Traditionally, the stationary phase is made of silica or some other solid particle, with a liquid or gas as the mobile phase. But with CPC, the stationary phase is actually a liquid spun around to stay in one place while another liquid moves through the column.

Just like oil and water, the two liquid phases don’t mix. And with a big enough column — plus an array of liquid solvents to choose from — chemists can isolate just about any chemical component from a complex extract at purities of 99 percent or more. Gilson, the lab instruments company, sells CPCs with column sizes of 100, 250 or 1000 millilitres. The systems come packaged with software called Gilson Glider CPC and are often paired with another machine that removes residual solvent after purification.

The flexibility and robustness of CPC systems are attractive to scientists. “They just do really efficient separation of a lot of compounds at once,” says Justin Fischedick, lab director of Excelsior Analytical Laboratory, a cannabis testing company in Union City. California.

Gilson’s CPC 250 with PLC 2250 Purification System has become a popular tool among those researching medical marijuana.

Gilson’s CPC 250 with PLC 2250 Purification System has become a popular tool among those researching medical marijuana.Credit: Gilson

CPC systems also have faster flow rates and generally use less solvent than other chromatographic methods, such as high-performance liquid chromatography and gas chromatography. Researchers tend to use those systems to analyze the chemical characteristics of a plant or extract, not to isolate components, says Arno Hazekamp, a cannabis biochemist who runs a consultancy in Leiden, the Netherlands. Plus, he says, “there are no solid particles inside the [CPC] machine, so you can’t get gunked up. Even if you mess up, you just pump everything out and you can start all over.”

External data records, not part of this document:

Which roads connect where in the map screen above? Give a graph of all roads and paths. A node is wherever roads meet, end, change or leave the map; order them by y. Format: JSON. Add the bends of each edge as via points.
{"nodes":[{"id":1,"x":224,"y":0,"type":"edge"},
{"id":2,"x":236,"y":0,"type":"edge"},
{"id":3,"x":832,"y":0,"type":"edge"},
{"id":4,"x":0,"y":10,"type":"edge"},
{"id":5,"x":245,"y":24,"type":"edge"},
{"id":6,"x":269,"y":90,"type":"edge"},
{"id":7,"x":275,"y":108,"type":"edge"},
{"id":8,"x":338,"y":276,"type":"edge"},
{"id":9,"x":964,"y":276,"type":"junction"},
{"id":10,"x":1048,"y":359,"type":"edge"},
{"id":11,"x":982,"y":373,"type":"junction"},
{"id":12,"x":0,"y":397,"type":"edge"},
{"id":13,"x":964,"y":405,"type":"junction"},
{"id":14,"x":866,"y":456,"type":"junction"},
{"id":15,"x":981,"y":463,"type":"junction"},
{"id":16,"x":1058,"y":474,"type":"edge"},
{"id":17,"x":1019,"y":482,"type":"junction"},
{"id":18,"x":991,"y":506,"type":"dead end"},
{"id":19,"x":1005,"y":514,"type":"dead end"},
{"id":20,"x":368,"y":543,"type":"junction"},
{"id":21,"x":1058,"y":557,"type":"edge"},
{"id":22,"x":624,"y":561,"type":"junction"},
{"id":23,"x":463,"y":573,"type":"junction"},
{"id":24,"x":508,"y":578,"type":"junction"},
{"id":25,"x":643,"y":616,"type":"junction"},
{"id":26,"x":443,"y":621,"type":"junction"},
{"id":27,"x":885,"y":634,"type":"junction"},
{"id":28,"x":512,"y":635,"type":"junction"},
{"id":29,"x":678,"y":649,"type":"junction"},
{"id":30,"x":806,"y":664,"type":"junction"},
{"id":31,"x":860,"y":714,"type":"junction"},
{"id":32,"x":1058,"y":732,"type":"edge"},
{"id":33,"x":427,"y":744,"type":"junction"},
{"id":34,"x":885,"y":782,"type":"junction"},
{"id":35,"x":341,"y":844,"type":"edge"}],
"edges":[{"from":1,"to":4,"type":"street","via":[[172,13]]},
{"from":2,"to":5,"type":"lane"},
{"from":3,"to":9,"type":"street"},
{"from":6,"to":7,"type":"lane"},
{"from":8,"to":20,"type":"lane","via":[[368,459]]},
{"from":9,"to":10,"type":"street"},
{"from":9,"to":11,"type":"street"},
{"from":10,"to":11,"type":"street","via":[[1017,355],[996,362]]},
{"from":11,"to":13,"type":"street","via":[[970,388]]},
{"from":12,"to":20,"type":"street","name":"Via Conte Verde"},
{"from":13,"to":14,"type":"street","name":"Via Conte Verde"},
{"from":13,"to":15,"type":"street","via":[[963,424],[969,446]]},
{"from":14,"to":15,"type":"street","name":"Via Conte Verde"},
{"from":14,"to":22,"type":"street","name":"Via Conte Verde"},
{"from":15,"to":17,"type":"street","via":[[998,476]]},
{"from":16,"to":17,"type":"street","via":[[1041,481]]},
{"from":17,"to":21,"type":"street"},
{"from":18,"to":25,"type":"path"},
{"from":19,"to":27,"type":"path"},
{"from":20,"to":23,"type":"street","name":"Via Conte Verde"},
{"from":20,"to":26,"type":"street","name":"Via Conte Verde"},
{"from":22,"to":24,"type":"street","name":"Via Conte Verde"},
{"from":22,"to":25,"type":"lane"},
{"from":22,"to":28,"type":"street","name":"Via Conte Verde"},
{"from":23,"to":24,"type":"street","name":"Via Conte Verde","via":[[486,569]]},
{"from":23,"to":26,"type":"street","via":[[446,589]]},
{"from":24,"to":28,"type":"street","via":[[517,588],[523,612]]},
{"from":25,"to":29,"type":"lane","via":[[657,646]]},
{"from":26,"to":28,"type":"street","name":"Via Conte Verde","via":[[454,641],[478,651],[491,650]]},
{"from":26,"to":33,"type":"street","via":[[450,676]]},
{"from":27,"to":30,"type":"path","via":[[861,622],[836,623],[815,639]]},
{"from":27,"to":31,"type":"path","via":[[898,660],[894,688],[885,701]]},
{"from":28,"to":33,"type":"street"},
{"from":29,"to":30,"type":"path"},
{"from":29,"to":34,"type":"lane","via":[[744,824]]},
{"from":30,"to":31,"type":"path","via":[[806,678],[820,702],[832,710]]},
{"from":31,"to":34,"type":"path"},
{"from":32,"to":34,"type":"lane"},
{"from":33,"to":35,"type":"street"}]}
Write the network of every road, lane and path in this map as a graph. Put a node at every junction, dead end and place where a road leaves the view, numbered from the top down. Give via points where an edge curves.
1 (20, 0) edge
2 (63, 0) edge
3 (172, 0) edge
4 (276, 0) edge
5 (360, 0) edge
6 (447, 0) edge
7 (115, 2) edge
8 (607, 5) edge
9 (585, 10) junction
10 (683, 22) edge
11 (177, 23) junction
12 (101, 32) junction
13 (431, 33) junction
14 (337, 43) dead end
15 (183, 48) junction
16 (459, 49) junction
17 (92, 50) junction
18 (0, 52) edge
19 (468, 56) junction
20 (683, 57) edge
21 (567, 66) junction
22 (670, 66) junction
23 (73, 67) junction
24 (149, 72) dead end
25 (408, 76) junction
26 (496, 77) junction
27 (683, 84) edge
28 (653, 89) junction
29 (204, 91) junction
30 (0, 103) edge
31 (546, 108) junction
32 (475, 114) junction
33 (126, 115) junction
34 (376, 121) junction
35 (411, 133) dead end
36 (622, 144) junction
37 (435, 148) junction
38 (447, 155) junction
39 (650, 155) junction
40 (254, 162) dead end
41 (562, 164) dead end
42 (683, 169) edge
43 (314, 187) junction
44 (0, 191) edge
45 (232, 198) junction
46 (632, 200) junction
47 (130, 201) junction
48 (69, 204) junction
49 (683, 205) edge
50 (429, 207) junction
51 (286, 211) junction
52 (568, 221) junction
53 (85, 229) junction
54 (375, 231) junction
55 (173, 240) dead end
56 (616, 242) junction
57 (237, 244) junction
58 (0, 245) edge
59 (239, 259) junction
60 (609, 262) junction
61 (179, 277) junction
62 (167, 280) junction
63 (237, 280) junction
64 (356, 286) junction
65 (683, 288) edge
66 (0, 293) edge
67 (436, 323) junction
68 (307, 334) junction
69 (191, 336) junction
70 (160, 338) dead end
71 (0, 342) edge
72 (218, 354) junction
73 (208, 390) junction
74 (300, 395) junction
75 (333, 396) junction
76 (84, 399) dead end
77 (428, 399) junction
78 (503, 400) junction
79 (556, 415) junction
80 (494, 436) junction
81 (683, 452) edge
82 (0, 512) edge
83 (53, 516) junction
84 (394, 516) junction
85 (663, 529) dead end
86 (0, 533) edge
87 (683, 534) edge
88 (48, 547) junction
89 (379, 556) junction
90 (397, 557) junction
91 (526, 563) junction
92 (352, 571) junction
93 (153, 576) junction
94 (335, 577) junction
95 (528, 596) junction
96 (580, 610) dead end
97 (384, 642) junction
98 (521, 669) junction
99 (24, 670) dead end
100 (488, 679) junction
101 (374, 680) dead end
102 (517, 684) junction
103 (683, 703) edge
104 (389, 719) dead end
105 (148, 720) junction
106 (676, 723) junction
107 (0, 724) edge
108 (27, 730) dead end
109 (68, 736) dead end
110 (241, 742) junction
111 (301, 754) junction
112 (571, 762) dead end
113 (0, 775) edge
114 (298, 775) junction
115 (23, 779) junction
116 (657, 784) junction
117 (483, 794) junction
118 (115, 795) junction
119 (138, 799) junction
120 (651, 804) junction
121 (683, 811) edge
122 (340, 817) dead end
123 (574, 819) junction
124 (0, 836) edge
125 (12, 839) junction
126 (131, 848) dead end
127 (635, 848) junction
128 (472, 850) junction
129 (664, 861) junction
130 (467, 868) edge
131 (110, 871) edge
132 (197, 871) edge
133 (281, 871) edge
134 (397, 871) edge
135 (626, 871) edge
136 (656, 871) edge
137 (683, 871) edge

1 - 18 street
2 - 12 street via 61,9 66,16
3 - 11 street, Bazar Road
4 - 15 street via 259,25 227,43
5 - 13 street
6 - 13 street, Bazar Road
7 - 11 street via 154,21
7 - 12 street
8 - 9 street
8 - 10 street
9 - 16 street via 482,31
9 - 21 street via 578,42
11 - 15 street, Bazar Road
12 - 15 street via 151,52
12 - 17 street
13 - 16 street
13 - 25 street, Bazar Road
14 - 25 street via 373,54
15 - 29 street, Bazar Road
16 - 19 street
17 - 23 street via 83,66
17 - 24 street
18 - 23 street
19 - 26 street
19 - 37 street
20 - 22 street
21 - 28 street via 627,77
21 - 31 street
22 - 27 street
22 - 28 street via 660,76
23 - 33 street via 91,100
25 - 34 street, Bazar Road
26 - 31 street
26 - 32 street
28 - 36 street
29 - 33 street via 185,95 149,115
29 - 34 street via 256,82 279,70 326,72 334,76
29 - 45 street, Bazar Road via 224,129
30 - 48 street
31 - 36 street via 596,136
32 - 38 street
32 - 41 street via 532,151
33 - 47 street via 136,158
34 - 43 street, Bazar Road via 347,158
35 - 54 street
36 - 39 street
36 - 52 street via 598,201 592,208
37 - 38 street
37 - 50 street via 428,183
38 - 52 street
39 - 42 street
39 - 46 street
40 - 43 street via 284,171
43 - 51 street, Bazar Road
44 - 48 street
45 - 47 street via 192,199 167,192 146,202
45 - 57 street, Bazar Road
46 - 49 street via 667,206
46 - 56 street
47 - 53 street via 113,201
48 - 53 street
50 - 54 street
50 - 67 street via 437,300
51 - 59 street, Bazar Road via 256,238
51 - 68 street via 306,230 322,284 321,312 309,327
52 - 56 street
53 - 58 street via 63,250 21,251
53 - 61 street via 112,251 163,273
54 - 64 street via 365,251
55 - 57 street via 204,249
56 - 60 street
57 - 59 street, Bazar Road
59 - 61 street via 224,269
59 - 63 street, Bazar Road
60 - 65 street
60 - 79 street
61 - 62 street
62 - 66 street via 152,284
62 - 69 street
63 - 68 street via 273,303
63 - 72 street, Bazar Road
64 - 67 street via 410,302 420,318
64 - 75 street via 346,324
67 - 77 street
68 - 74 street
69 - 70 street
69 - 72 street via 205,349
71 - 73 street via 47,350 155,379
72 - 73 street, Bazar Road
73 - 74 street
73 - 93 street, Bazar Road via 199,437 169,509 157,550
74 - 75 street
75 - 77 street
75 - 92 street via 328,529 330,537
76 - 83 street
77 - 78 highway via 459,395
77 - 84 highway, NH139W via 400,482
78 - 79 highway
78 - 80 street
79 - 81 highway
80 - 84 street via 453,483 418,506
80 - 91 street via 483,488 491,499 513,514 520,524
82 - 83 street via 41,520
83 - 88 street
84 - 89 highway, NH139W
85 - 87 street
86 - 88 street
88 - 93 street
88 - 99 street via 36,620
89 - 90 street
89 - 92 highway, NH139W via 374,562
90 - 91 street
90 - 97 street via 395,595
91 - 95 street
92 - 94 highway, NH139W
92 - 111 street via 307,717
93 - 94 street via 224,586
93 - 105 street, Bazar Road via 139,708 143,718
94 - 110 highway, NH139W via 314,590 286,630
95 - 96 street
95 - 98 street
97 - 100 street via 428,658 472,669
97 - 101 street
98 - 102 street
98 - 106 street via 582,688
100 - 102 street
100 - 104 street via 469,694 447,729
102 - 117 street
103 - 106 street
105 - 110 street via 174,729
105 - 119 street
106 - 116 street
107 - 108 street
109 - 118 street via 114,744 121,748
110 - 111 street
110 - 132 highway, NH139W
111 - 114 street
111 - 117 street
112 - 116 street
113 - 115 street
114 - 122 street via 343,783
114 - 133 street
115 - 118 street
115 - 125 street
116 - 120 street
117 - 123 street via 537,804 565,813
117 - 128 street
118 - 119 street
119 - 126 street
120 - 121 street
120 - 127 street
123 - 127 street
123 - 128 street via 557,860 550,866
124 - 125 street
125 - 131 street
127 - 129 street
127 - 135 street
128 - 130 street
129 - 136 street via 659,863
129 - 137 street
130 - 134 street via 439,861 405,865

At ebbu, Reid uses a Gilson CPC 1000 system to purify various cannabinoids for research purposes and to create accurate and reliable mixtures that he sells to other cannabis product manufacturers. “Now that we have this methodology dialed in,” he says, “we can make various formulations — whether they’re water-soluble, sublingual, inhaled, you name it — with very precise ratios of cannabinoids and precise amounts of cannabinoids at the milligram level.”

That appeals to clinician-scientists like Kyle Geary, an internist at the University of Illinois at Chicago. He is currently running a placebo-controlled trial of CBD capsules for treating Crohn’s disease. The company behind the hemp-derived CBD product claims that levels of other cannabinoids are not detected in its analysis, but that seems unlikely for something made via CO2 extraction.

“Ideally, the perfect study would use something that is 100% CBD,” says Geary, adding: “It’s hard to do studies on things you can’t control very well.”

‘A pharmaceutical treasure trove’

To date, most medicinal marijuana products and even pharmaceutical-grade derivatives of cannabis have focused on THC and CBD. However, there’s a growing body of evidence that other cannabinoids found in trace amounts have unique therapeutic properties.

“Cannabis, the plant, has been described as a pharmaceutical treasure trove,” says Mark Ware, a pain medicine specialist at McGill University in Montreal, Canada. “But I think we’re at a very early stage of understanding how the individual components work in terms of their mechanism and how they interact.”

Among the ‘minor’ cannabinoids are tetrahydrocannabivarin (an appetite-suppressant that may be useful for treating obesity and diabetes), cannabichromene (which has been shown to block pain and inflammation), cannabigerol (a potential anti-cancer agent), and cannabidivarin (which could help ease epileptic seizures). With CPC isolation, that could be just the beginning. “There are all these other phytocannabinoids, most of which have never been investigated pharmacologically,” says Roger Pertwee, a pharmacologist at University of Aberdeen in the UK.

The legal cannabis industry was worth approximately US$10 billion globally in 2017. But, the industry is expected to hit $57 billion within the decade. According to Alan Brochstein, a cannabis financial analyst in Houston, Texas, pure preparation of cannabinoids made with CPC could capture a large segment of that market. Simply put, he says: “It will be very big.”